TRY IT: From the records below, work out how many lines contain "graph". Reply with that number alone.

SUPPLIED RECORDS:
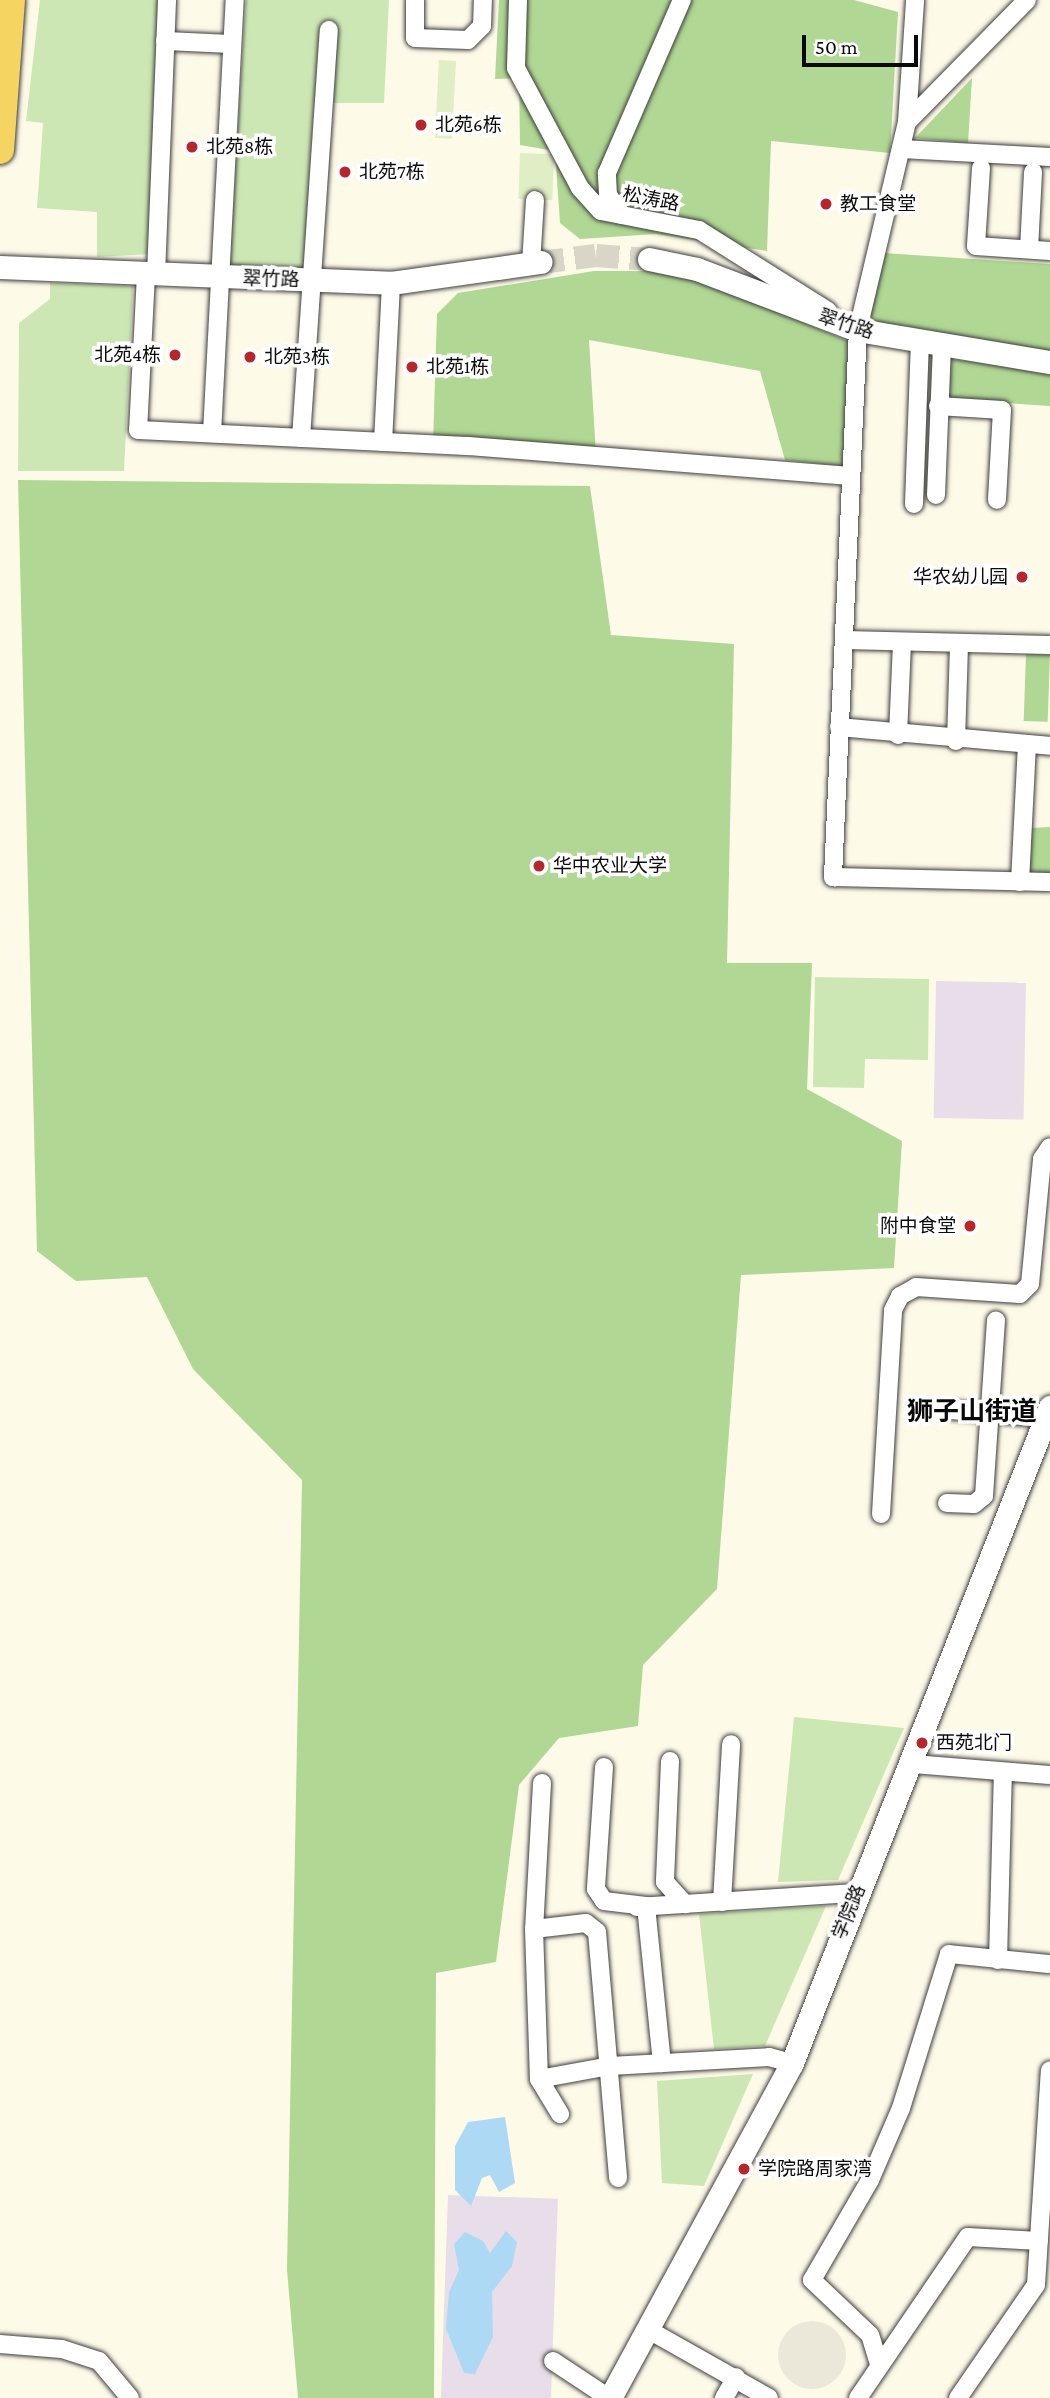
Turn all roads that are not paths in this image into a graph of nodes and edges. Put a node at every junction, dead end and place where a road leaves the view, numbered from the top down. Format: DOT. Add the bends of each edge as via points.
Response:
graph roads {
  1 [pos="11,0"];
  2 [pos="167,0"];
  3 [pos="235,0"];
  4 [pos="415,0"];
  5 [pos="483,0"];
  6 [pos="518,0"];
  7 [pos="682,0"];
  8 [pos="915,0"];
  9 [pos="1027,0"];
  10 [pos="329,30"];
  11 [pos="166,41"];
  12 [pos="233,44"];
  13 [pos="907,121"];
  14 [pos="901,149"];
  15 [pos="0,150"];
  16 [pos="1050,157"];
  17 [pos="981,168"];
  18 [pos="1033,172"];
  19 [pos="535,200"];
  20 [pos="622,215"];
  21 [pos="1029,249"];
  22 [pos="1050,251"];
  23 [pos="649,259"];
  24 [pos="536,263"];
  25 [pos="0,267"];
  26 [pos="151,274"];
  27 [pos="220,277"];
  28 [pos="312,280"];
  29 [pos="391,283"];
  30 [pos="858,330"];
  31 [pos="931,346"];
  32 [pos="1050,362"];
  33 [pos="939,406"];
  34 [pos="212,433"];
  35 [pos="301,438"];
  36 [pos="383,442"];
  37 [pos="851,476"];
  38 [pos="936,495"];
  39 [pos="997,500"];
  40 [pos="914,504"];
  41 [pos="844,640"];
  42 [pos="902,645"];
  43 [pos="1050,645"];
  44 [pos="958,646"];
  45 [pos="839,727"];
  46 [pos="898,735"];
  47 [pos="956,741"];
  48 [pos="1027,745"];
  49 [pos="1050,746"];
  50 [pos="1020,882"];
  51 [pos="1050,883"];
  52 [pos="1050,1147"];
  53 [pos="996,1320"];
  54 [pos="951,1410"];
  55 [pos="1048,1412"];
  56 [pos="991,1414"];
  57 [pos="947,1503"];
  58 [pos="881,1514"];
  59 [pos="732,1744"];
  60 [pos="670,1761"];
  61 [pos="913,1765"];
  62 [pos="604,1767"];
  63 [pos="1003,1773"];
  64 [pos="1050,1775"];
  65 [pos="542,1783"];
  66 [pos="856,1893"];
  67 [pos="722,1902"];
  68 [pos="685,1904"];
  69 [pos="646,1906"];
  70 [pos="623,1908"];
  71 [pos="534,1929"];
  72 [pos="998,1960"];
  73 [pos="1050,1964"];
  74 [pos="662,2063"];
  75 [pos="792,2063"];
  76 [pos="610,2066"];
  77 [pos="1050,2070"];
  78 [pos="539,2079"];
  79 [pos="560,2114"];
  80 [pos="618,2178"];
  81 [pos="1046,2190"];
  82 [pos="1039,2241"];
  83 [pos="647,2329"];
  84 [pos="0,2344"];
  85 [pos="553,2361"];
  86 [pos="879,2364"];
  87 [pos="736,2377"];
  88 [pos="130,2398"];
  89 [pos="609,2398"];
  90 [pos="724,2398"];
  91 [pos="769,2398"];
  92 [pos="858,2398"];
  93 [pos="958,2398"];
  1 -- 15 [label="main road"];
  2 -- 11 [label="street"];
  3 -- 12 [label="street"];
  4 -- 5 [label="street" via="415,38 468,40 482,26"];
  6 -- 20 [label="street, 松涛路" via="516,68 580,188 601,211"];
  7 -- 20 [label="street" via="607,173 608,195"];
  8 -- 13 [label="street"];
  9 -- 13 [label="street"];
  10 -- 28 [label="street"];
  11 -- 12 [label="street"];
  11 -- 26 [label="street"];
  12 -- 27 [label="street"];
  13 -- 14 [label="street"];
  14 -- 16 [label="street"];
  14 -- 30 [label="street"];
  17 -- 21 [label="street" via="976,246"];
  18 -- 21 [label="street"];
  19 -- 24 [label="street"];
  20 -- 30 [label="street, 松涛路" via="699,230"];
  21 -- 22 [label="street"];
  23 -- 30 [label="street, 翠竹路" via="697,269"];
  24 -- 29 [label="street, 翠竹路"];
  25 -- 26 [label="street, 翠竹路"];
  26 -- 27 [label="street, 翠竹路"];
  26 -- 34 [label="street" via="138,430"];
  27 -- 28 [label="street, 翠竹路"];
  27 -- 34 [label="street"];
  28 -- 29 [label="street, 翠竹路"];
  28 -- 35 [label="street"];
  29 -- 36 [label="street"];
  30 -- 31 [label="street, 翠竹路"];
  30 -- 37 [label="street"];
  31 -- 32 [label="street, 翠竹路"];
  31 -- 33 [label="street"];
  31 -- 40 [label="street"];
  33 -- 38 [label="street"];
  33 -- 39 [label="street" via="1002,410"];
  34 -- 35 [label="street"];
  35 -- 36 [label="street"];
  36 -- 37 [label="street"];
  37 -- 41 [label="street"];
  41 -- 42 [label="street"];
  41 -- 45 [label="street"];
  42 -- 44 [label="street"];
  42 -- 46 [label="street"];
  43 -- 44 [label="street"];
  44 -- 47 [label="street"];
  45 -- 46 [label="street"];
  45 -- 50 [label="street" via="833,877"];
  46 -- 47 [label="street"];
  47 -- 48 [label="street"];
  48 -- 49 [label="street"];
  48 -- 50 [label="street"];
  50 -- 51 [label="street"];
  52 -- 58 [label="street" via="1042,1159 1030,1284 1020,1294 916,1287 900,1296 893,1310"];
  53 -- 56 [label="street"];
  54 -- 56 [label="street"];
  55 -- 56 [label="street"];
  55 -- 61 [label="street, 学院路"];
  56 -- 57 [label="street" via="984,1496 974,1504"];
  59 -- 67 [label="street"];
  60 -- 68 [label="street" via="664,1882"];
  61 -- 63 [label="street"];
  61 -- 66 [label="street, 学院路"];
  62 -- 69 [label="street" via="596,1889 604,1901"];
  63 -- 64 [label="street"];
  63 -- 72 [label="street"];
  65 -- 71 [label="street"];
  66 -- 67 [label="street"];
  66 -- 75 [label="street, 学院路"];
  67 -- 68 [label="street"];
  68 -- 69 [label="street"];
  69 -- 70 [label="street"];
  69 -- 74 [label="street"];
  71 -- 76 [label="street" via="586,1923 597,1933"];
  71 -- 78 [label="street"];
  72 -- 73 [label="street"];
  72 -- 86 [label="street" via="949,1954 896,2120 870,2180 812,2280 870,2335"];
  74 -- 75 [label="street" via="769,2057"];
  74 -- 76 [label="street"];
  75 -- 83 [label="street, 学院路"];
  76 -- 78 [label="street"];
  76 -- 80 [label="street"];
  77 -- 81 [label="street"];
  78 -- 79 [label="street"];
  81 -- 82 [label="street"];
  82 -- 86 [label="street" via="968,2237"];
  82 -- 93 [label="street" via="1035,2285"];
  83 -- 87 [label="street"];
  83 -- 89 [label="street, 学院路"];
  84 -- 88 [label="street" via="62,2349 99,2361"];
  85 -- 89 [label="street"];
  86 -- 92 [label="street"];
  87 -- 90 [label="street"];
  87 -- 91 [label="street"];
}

WRITTEN SOLUTION: 2